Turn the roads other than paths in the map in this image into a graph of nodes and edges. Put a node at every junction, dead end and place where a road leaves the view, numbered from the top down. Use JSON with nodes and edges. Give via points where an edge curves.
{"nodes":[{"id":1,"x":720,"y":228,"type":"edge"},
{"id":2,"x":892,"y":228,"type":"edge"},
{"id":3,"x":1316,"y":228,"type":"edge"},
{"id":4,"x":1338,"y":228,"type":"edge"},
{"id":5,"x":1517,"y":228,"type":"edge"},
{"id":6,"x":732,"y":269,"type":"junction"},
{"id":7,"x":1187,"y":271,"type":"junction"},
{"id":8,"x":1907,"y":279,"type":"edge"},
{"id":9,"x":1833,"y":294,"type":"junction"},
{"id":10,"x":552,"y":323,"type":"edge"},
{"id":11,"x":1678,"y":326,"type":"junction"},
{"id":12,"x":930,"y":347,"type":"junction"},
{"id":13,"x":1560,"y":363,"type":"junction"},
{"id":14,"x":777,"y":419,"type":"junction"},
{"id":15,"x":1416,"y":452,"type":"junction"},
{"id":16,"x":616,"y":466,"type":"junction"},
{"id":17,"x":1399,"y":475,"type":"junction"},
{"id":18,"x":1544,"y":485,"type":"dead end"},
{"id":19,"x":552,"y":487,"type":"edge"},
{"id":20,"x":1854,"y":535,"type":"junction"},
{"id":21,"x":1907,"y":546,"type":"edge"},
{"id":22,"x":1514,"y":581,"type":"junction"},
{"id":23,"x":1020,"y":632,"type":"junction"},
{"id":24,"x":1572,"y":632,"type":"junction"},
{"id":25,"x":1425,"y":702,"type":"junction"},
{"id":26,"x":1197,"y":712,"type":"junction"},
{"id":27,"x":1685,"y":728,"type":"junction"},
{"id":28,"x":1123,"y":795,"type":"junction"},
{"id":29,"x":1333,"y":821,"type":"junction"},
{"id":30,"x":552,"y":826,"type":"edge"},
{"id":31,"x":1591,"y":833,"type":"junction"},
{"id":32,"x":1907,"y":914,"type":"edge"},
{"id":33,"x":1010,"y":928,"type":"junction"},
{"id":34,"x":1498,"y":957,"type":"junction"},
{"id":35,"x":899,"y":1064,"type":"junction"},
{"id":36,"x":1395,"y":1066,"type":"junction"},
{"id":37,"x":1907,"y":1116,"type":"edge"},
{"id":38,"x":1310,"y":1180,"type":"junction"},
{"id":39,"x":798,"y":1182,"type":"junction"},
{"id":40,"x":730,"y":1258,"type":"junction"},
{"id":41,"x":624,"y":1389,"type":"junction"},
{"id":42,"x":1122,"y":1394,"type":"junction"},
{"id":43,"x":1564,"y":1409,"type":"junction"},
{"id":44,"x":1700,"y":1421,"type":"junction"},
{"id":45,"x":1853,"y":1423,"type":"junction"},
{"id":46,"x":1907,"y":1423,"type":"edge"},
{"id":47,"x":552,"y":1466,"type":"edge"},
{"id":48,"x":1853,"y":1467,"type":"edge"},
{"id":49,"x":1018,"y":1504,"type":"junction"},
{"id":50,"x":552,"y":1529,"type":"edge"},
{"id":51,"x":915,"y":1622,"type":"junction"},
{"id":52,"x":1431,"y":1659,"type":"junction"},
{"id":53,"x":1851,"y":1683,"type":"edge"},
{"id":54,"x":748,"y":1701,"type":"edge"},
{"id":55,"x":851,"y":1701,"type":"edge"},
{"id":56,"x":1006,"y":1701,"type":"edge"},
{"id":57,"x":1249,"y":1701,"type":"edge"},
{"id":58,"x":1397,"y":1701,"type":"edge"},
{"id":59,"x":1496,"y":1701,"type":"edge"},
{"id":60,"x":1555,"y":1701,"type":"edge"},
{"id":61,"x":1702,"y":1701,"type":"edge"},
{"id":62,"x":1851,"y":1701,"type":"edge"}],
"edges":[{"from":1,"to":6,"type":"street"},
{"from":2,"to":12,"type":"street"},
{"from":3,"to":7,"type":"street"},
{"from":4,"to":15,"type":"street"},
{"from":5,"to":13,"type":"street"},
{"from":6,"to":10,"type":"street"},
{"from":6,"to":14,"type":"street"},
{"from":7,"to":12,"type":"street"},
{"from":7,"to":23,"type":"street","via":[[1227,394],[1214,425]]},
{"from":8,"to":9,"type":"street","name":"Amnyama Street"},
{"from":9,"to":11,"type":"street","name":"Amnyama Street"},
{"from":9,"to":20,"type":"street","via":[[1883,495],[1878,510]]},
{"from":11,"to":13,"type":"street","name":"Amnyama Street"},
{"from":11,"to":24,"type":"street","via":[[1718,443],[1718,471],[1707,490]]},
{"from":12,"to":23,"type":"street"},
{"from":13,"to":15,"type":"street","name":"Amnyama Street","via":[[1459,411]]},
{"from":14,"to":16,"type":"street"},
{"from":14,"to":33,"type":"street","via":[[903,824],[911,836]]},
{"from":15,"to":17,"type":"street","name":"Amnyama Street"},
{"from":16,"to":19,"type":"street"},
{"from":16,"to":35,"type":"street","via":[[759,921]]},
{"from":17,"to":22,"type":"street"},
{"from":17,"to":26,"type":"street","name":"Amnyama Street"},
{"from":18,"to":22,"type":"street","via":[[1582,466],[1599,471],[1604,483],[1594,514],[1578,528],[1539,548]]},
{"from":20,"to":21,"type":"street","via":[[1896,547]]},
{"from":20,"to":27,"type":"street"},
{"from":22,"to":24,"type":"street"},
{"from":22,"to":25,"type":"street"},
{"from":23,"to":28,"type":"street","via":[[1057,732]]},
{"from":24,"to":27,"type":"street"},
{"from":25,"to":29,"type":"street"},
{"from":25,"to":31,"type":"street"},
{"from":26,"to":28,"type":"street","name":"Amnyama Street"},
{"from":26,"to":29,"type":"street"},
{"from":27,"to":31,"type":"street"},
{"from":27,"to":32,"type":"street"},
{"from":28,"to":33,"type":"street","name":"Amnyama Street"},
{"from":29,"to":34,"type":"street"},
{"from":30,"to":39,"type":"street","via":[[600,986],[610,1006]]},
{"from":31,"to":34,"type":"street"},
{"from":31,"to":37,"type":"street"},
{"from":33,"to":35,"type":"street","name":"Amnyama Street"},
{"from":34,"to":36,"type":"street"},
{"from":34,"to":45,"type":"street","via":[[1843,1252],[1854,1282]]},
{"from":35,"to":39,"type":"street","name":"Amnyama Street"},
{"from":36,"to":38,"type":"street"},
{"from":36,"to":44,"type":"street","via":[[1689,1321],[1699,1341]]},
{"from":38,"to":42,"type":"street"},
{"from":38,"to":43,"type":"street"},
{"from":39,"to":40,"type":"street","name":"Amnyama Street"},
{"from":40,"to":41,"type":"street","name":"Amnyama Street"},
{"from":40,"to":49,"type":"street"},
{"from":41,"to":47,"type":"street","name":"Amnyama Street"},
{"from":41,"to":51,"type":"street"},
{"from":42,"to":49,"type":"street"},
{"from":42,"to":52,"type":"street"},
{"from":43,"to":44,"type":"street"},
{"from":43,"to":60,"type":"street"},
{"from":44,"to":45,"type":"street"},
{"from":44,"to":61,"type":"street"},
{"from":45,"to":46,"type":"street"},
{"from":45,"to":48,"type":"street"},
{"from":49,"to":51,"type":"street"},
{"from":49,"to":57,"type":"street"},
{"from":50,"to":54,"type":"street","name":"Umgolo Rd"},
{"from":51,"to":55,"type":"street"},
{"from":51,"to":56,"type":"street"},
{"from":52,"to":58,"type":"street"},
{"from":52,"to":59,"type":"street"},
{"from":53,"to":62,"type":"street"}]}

* [Work item] Among the records above, find each line containing the string "dead" and copy it.

* [Answer space]
Turn the roads other than paths in the map in this image into a graph of nodes and edges. Put a node at every junction, dead end and place where a road leaves the view, numbered from the top down. Use JSON with nodes and edges. Give via points where an edge curves.
{"id":18,"x":1544,"y":485,"type":"dead end"},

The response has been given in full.